Photo by Ulf Andersen.

So meet the Farrells (get it, feral), who live atop a mountain in southern Appalachia. It is 2016 elsewhere in America, but the Farrell tribe (who number between twenty and two hundred depending on which episode you watch) is living a lifestyle that is a bit retro, say by about two thousand years. They clothe themselves in animal pelts, walk barefoot, and do their internecine “feuding” with clubs.

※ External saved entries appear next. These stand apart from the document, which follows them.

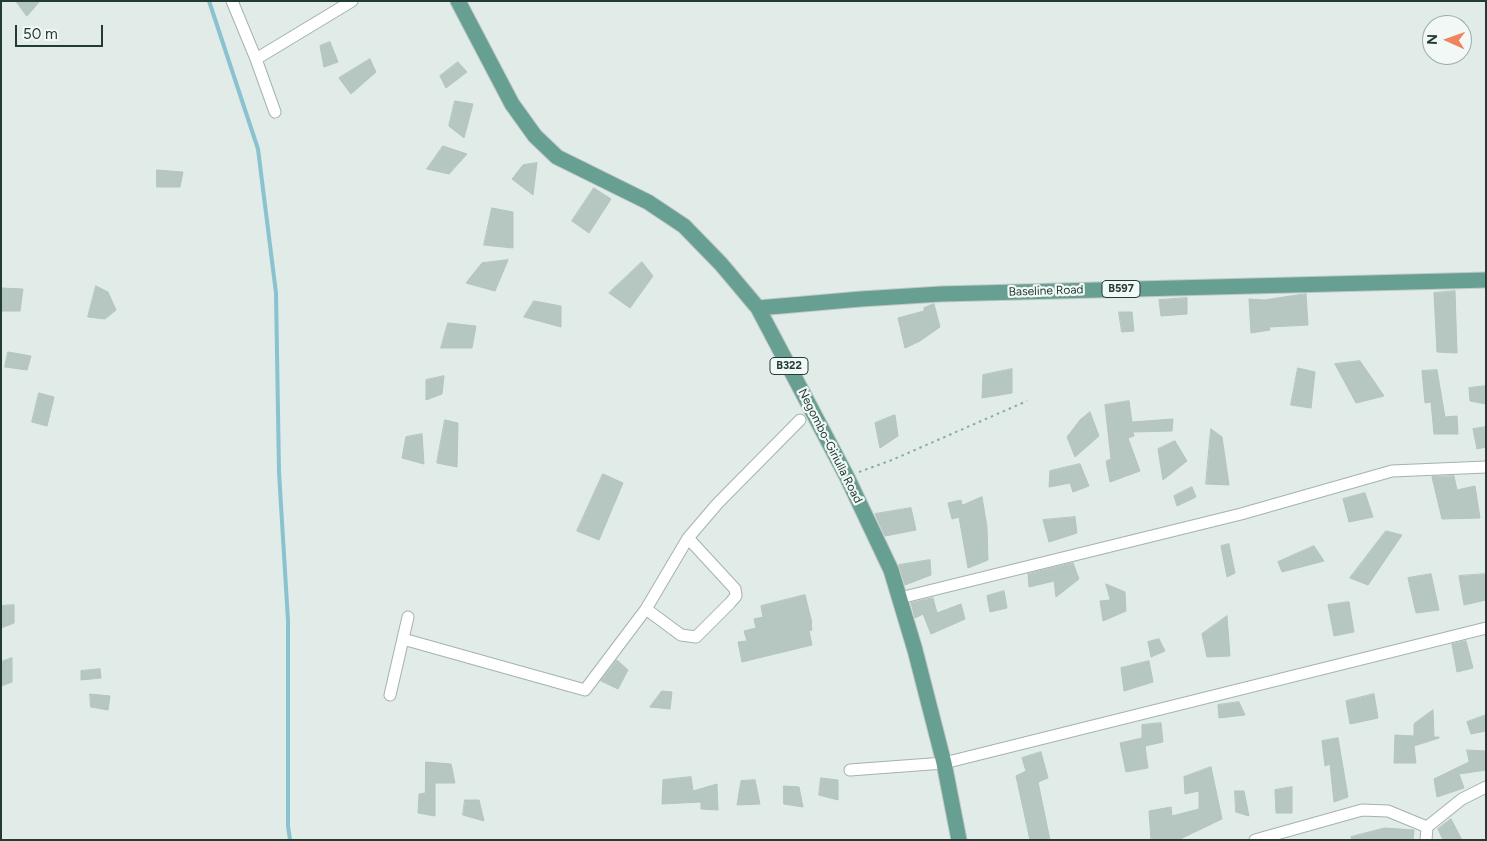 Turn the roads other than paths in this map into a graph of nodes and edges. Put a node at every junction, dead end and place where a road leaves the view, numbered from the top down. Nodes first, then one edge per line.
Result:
1 (232, 1) edge
2 (352, 1) edge
3 (458, 1) edge
4 (256, 59) junction
5 (275, 112) dead end
6 (1486, 280) edge
7 (758, 308) junction
8 (800, 420) dead end
9 (1486, 467) edge
10 (688, 538) junction
11 (900, 598) junction
12 (646, 609) junction
13 (408, 617) dead end
14 (1486, 628) edge
15 (403, 639) junction
16 (390, 696) dead end
17 (944, 763) junction
18 (850, 770) dead end
19 (1486, 787) edge
20 (1427, 827) junction
21 (959, 840) edge
22 (1255, 840) edge
23 (1426, 840) edge

1 - 4 street
2 - 4 street
3 - 7 main road, Negombo-Giriulla Road / B322
4 - 5 street
6 - 7 main road, Baseline Road / B597
7 - 11 main road, Negombo-Giriulla Road / B322
8 - 10 street
9 - 11 street
10 - 12 street
10 - 12 street
11 - 17 main road, Negombo-Giriulla Road / B322
12 - 15 street
13 - 15 street
14 - 17 street
15 - 16 street
17 - 18 street
17 - 21 main road, Negombo-Giriulla Road / B322
19 - 20 street
20 - 22 street
20 - 23 street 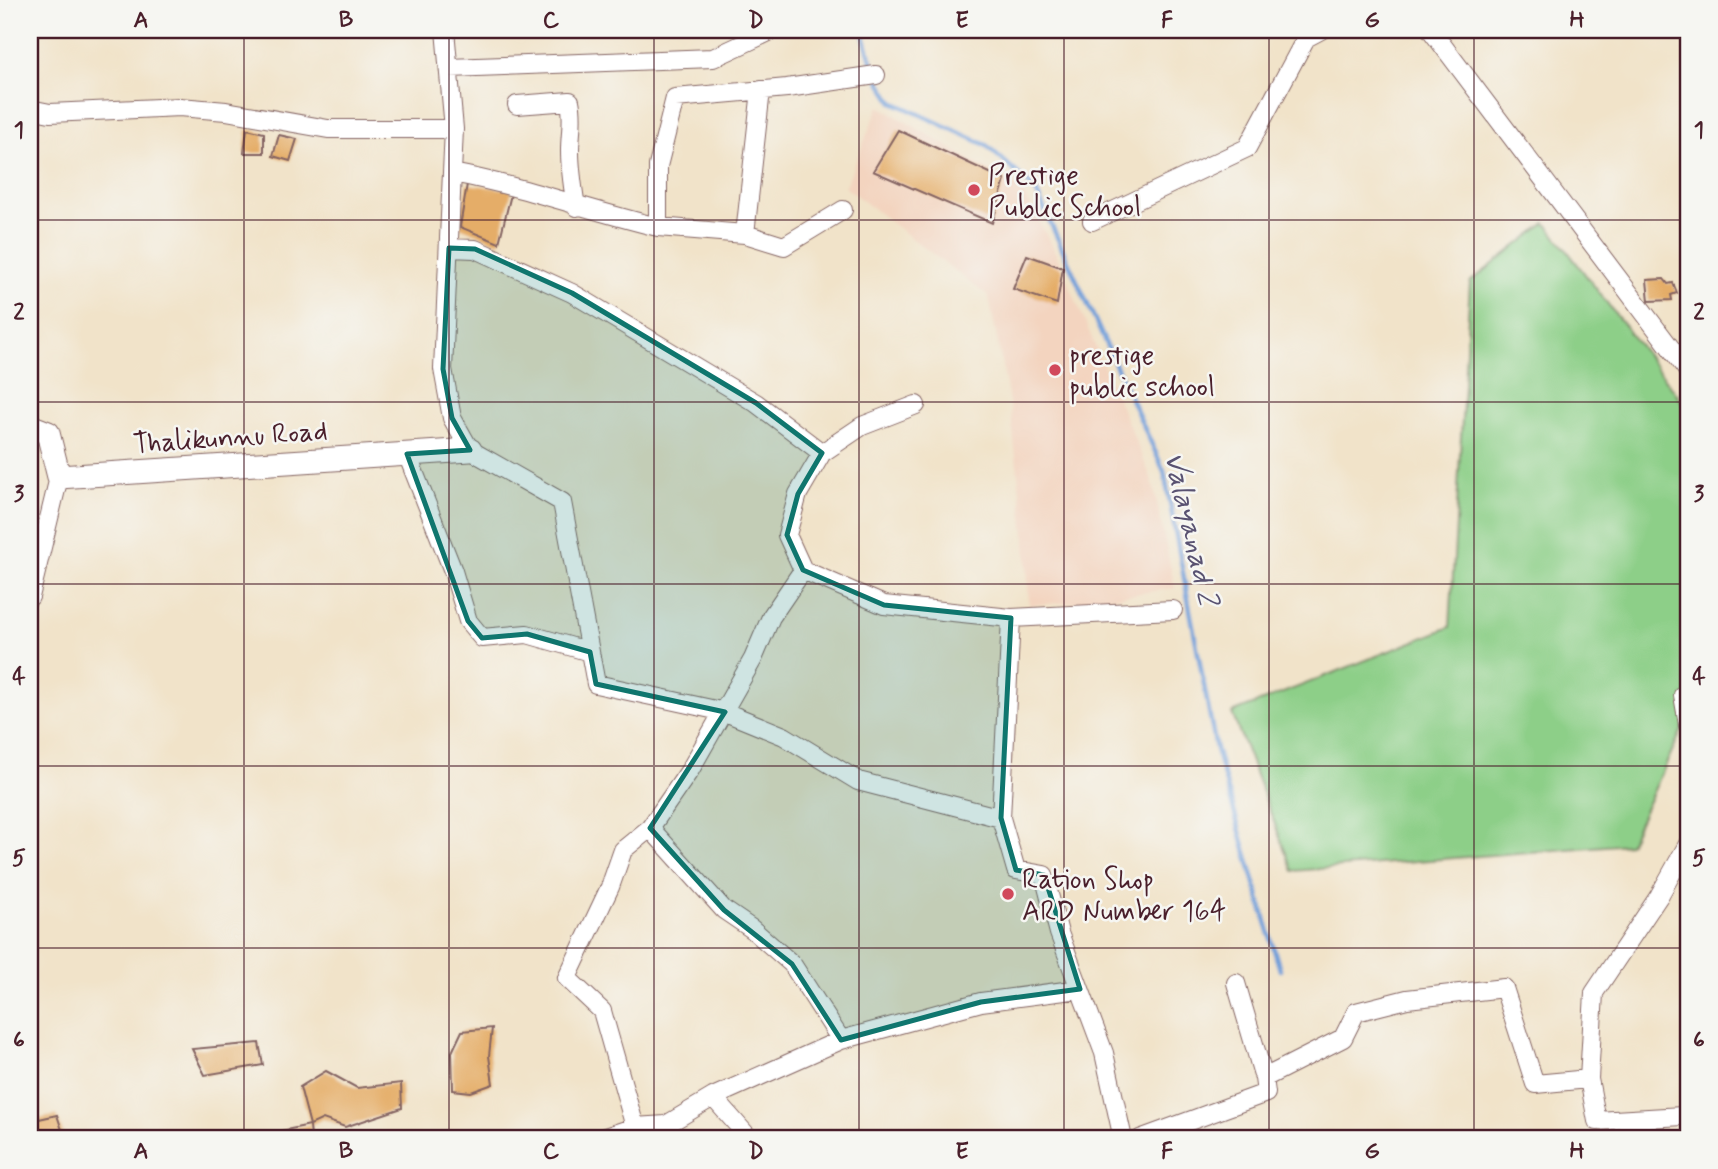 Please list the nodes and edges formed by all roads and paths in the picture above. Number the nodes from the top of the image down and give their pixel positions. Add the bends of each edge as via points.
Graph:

There is no need to worry about any instances of micro-aggressions in this show. Five minutes into the premiere, we are assured that these mountain folks are nothing but a bunch of incestuous “retard hillbilly animals,” which the next scene confirms. We meet the Farrells at a clan-wide hoedown where everyone is at least a cousin and hell-bent on keeping it that way, openly fornicating when not swilling moonshine or brawling. No stereotype is overlooked: everyone is illiterate except for one heretic who left for some book-larning; Indoor plumbing? Are you kidding, these folks don’t have electricity except for a generator, whose sole purpose appears to be powering a screeching electric guitar. Otherwise, it’s candles and wood stoves. In the first three episodes, we get hexings, attempted matricide, fingers chopped off for violating tribal law, a Viking-like raid of the local Wal-Mart, and language that makes the bad guys in Deliverance sound like Rhodes Scholars. No one plants anything but marijuana and the only hunting is for “furrinurs’ unlucky enough to get these folks riled up. So where does the food come from? I’m expecting a later episode to reveal why Ferrell and cannibal sound so similar.

Assuming reviewers if not TV executives would find such outrageously grotesque depictions disturbing if not reprehensible, I checked their responses to Outsiders. That the show might even be remotely offensive went unmentioned. If anything, three of the four reviewers found the idea that such people existed in Appalachia plausible. Variety praised the show’s ability to depict “a strong sense of place in the wilds of a still-untamed pocket of America.” The Washington Post found it “artfully conceived” although acknowledging parts of the show were ridiculous “{e}ven if rooted in some anthropological research.” The New York Times also found the show cartoonish, though cautioning “Maybe there really are Kentucky hill clans who act like the staff at Medieval Times, but the best efforts of the actors in Outsiders can’t make the Farrells credible.” The L.A. Times gave Outsiders a largely positive review, although noting during a publicity event for the show that a reporter “asked if some of the characters might be werewolves.”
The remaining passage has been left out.